The Open Doors Day has come a long way since the event's inception in October 2011. The first edition had little to show: a "near-finished" Poloidal Field Coils Winding Facility, a "forest of pylons" in the electrical switchyard, and a 17-metre-deep excavation where installation work had just begun on the anti-seismic system of the Tokamak Complex.
Eight-and-a-half years later, the ITER installation is a massive presence. More than 70 percent of civil work to First Plasma has been completed, spectacular assembly tools are in place, and giant components are taking shape on site.
For the 800 visitors who passed through the worksite gates on Saturday, the experience was intense and unforgettable.

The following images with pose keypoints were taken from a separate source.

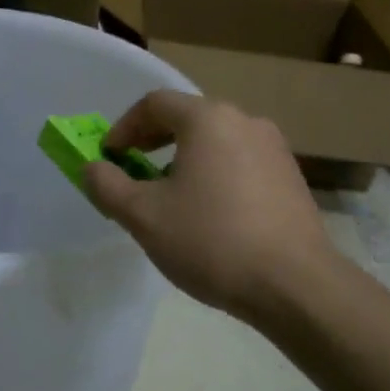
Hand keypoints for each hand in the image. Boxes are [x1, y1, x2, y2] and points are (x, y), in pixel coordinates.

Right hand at [84, 91, 337, 328]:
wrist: (296, 286)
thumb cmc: (211, 241)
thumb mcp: (143, 216)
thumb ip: (107, 185)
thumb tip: (93, 168)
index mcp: (208, 119)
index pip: (154, 104)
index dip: (123, 128)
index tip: (108, 158)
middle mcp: (244, 121)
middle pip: (187, 118)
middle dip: (152, 142)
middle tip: (132, 173)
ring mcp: (274, 148)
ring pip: (215, 141)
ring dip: (183, 159)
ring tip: (169, 197)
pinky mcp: (291, 177)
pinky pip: (239, 161)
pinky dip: (214, 174)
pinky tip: (209, 213)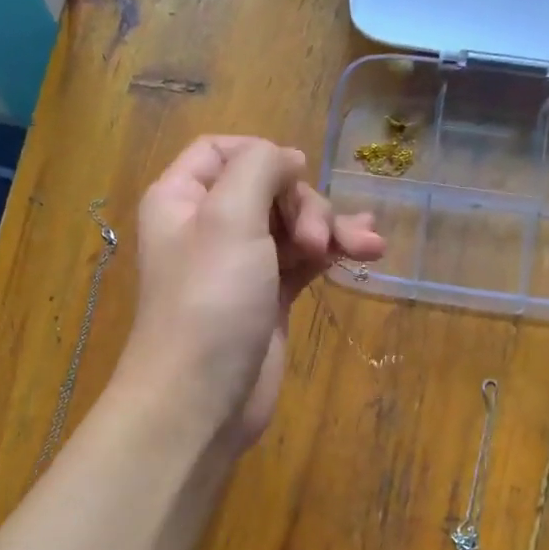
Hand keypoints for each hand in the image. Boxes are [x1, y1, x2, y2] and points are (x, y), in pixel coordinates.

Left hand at [116, 136, 384, 447]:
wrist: (203, 398)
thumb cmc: (210, 301)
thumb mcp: (229, 218)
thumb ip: (258, 168)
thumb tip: (286, 158)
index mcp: (182, 199)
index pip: (220, 150)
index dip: (262, 154)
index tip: (296, 173)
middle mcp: (208, 226)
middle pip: (266, 187)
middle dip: (304, 204)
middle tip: (316, 240)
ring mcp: (241, 264)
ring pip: (292, 225)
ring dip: (330, 228)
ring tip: (366, 247)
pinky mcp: (268, 297)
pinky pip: (303, 260)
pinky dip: (332, 253)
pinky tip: (366, 252)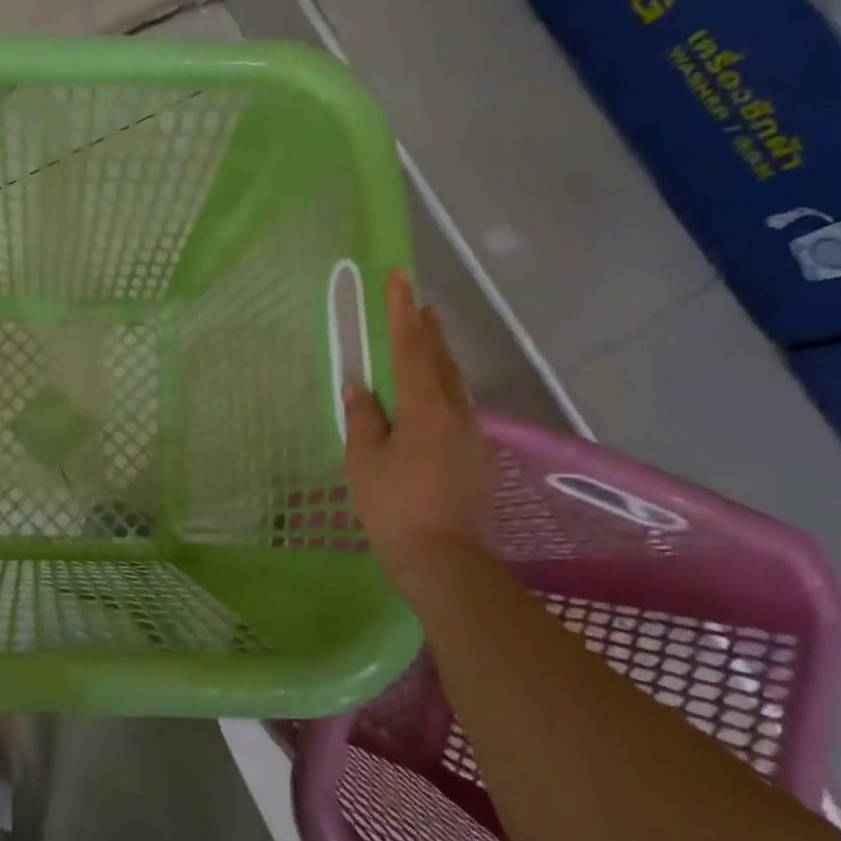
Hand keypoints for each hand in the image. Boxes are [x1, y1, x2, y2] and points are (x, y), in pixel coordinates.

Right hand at [343, 271, 493, 580]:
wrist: (447, 562)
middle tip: (419, 303)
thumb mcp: (364, 462)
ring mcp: (474, 438)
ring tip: (426, 343)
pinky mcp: (479, 460)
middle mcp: (457, 414)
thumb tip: (360, 387)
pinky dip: (443, 393)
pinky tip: (432, 405)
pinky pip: (458, 413)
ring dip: (439, 360)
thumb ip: (364, 419)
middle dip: (429, 330)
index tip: (399, 279)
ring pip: (455, 387)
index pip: (412, 349)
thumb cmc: (395, 508)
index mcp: (425, 409)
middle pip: (443, 362)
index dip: (403, 313)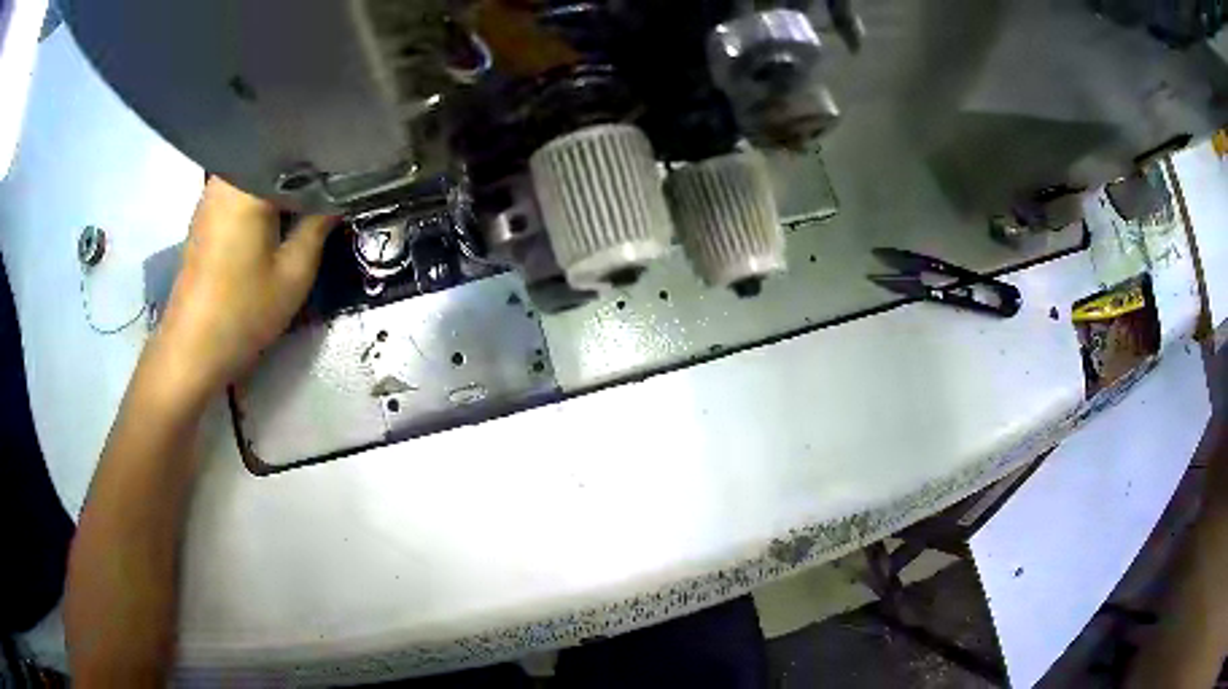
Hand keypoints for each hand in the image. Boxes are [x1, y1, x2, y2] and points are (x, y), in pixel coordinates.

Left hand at [153, 178, 336, 399]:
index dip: (329, 157)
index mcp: (249, 183)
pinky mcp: (206, 215)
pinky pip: (243, 189)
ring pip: (259, 173)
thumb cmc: (243, 312)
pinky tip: (280, 213)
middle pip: (275, 156)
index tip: (354, 168)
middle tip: (339, 181)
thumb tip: (342, 194)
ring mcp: (212, 195)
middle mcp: (227, 178)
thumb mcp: (294, 273)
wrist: (192, 350)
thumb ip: (320, 225)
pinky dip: (264, 196)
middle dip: (307, 167)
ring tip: (314, 195)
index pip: (297, 151)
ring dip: (285, 183)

As they walked from the Cryostat Workshop, where the base section of the cryostat is in the last stages of fabrication ... past the lower cylinder (now cocooned on site) ... through the lofty Assembly Hall ... and finally into the depths of the Tokamak Complex, they were able to take the full measure of ITER in both its scientific and industrial dimensions.
The success of an Open Doors Day rests on faultless organization¹, the dedication of dozens of volunteers, and a collective enthusiasm for explaining and sharing what ITER is about. All these pre-requisites and more were fulfilled by the participants in the 14th edition on 18 May.

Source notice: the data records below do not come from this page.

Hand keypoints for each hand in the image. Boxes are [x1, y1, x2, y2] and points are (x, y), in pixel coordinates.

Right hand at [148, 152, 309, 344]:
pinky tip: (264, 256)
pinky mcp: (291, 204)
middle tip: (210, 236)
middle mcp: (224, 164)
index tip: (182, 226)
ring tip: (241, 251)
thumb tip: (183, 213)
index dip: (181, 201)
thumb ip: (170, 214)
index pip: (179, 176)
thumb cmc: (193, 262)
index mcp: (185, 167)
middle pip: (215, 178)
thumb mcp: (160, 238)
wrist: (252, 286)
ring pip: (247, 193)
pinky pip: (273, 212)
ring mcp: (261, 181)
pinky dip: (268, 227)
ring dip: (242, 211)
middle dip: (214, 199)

Scientists traded the complex equations of plasma physics they are familiar with for simple and concrete explanations and examples accessible to the lay public; engineers discarded their technical jargon to convey the challenges of ITER construction.
For everyone involved the reward was in the eyes of the children exploring a 3D rendition of the ITER machine, or in the eyes of their parents gasping at the sheer size of the sub-assembly tools and the unique strangeness of the Tokamak Pit.
¹Open Doors Day is organized by the ITER Organization in close collaboration with the European Domestic Agency, Fusion for Energy, and its contractors Engage, Apave, Energhia, etc. Close to 50 volunteers participated in the 14th edition. Representatives of "Les petits débrouillards," a national network that promotes scientific and technical education, were also present to provide hands-on experiments on magnetism and electricity.